Without changing a single character, copy every record below.

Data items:
————————

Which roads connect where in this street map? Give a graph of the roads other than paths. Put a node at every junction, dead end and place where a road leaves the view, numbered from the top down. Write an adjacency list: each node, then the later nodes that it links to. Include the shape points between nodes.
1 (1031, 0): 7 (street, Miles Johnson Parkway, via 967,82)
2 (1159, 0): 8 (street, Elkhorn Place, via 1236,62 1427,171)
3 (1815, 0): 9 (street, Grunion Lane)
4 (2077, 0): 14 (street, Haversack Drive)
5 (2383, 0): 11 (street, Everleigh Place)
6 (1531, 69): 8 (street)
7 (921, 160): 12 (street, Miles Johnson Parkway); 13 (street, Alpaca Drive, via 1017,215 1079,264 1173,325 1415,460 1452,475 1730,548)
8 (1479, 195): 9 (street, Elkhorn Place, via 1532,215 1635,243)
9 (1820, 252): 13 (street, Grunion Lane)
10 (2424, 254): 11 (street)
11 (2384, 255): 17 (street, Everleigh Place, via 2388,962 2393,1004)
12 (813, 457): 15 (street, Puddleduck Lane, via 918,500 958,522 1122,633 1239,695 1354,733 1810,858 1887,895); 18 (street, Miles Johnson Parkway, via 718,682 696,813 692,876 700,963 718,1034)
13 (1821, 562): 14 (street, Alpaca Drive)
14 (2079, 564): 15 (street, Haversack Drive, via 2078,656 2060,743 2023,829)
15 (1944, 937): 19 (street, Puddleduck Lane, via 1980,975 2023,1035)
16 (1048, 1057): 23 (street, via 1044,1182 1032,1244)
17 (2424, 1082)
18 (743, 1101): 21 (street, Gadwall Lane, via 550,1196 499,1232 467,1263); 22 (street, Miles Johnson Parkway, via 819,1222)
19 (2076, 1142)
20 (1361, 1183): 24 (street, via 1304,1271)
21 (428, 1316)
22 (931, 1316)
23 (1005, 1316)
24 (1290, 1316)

————————

Result of this exercise:
Which roads connect where in this street map? Give a graph of the roads other than paths. Put a node at every junction, dead end and place where a road leaves the view, numbered from the top down. Write an adjacency list: each node, then the later nodes that it links to. Include the shape points between nodes.
1 (1031, 0): 7 (street, Miles Johnson Parkway, via 967,82)
2 (1159, 0): 8 (street, Elkhorn Place, via 1236,62 1427,171)
3 (1815, 0): 9 (street, Grunion Lane)
4 (2077, 0): 14 (street, Haversack Drive)
5 (2383, 0): 11 (street, Everleigh Place)
6 (1531, 69): 8 (street)
7 (921, 160): 12 (street, Miles Johnson Parkway); 13 (street, Alpaca Drive, via 1017,215 1079,264 1173,325 1415,460 1452,475 1730,548)
8 (1479, 195): 9 (street, Elkhorn Place, via 1532,215 1635,243)
9 (1820, 252): 13 (street, Grunion Lane)
10 (2424, 254): 11 (street)
11 (2384, 255): 17 (street, Everleigh Place, via 2388,962 2393,1004)
12 (813, 457): 15 (street, Puddleduck Lane, via 918,500 958,522 1122,633 1239,695 1354,733 1810,858 1887,895); 18 (street, Miles Johnson Parkway, via 718,682 696,813 692,876 700,963 718,1034)
13 (1821, 562): 14 (street, Alpaca Drive)
14 (2079, 564): 15 (street, Haversack Drive, via 2078,656 2060,743 2023,829)
15 (1944, 937): 19 (street, Puddleduck Lane, via 1980,975 2023,1035)
16 (1048, 1057): 23 (street, via 1044,1182 1032,1244)
17 (2424, 1082)
18 (743, 1101): 21 (street, Gadwall Lane, via 550,1196 499,1232 467,1263); 22 (street, Miles Johnson Parkway, via 819,1222)
19 (2076, 1142)
20 (1361, 1183): 24 (street, via 1304,1271)
21 (428, 1316)
22 (931, 1316)
23 (1005, 1316)
24 (1290, 1316)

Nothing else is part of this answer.